Thursday, October 16, 2008

Some thoughts on Joe the Plumber and Horatio Alger

I switched on the presidential debate about five minutes in last night, and was almost immediately bewildered by the repeated invocation of "Joe the Plumber" as the epitome, apparently, of working-class America. My three main thoughts, in the order that I had them, were "Who the fuck is Joe the Plumber?" "Is he Joe Six-Pack's brother-in-law, or something?" and, "Why is every working-class American cliche named 'Joe'?"

I have since learned that Joe the Plumber is a real person -- Joe Wurzelbacher of Toledo, Ohio -- who asked a question of Obama about his tax plan. The nub of the matter, and what McCain tried to hammer Obama about, was that Joe wants to buy the business he works for, but that if he succeeds in doing so he will then likely be earning over $250,000 a year -- which is the point at which Obama's proposed tax hike kicks in. Joe is thus ambivalent , because while he is currently in the bracket that will see his taxes go down under Obama's plan, he has his eye on a future success that will see him (again, under Obama's plan) being taxed more.

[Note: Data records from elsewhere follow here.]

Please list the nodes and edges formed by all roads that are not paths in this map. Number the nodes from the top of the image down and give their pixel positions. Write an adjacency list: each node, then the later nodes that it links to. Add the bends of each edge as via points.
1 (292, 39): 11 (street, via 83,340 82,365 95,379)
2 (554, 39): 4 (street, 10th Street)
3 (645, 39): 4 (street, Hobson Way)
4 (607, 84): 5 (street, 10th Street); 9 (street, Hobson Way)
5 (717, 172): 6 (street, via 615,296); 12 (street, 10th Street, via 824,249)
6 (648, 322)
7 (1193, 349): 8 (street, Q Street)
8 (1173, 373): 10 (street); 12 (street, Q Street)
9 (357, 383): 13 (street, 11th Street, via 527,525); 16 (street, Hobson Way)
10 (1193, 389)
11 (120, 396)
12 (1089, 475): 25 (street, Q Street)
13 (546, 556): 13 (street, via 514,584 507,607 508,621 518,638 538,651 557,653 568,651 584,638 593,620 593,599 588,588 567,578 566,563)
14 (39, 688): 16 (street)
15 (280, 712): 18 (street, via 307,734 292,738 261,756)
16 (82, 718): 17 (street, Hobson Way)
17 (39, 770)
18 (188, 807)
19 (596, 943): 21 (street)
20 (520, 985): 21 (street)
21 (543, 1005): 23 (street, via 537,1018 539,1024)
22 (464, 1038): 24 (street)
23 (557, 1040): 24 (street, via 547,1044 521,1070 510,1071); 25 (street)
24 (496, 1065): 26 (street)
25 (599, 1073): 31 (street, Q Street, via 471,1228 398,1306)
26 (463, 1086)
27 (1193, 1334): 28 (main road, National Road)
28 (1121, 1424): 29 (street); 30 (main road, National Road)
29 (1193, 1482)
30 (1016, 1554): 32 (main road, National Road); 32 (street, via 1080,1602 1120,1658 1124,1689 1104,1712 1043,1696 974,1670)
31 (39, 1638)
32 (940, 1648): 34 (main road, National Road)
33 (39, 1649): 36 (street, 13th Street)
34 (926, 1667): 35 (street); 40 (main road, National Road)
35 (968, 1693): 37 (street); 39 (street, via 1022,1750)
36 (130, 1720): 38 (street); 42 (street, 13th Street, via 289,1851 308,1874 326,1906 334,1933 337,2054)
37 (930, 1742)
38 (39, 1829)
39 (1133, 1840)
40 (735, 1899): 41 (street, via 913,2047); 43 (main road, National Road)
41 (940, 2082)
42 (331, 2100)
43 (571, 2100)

Joe the Plumber, thanks to John McCain's adoption of his quandary in last night's debate, has suddenly become a national figure; even before last night, he was interviewed on Fox News, in which he said "[Obama] said he wants to distribute wealth. And I mean, I'm not trying to make statements here, but, I mean, that's kind of a socialist viewpoint. You know, I work for that. You know, it's my discretion who I want to give my money to, it's not the government decide that I make a little too much and so I need to share it with other people. I just -- that's not the American Dream."

Ah, the American Dream ... the reason I'm kind of fascinated with Joe the Plumber is that he's a living embodiment of the contradiction inherent in the American Dream. First of all, kudos to Joe for having worked so hard to be in a position to be one of the few who can genuinely claim to represent the substance of that dream, the rags-to-riches narrative that Horatio Alger used in his two hundred and seventy dime novels about penniless but spunky young men who rose to be captains of industry. The problem is, Joe the Plumber is the exception to the rule, and Obama phrased it rather well in last night's debate when he pointed out "five years ago, when you were in the position to buy your business, you needed a tax cut then."

One of the great problems at the heart of the American Dream is that it makes lower-incomes reluctant to tax millionaires, because they cling to the hope that they might one day be millionaires. Joe the Plumber's dilemma exemplifies this equivocation: do you want to be more heavily taxed, proportionally, when you have less money or when you have more? I suppose the Republican (and Conservative) answer is "none of the above", but with two wars, crumbling infrastructure and a $700B bailout in the works, that seems less and less feasible. That raging socialist Oliver Wendell Holmes himself once said “I like paying taxes. With them I buy civilization.”*

Of course, Obama didn't do himself any favours when he said to Joe "I just want to make sure that everybody who is behind you that they've got a chance to success, too. I think when you spread the wealth around, it's good for everybody." Ouch -- and a bell went off at Fox News and McCain campaign headquarters (I know, tomato, toh-mah-toh), if the number of times McCain used the phrase "spread the wealth around" during the debate is any indication. I know that in a certain part of the conservative mind "spreading the wealth around" = "communism," but can we not perhaps agree that this equation is both simplistic and disingenuous? That government's principal function, be it big or small, is to redistribute wealth (i..e. taxes) for roads, bridges, running water, the civil service, and education? To say nothing of that little government agency called the Department of Defense?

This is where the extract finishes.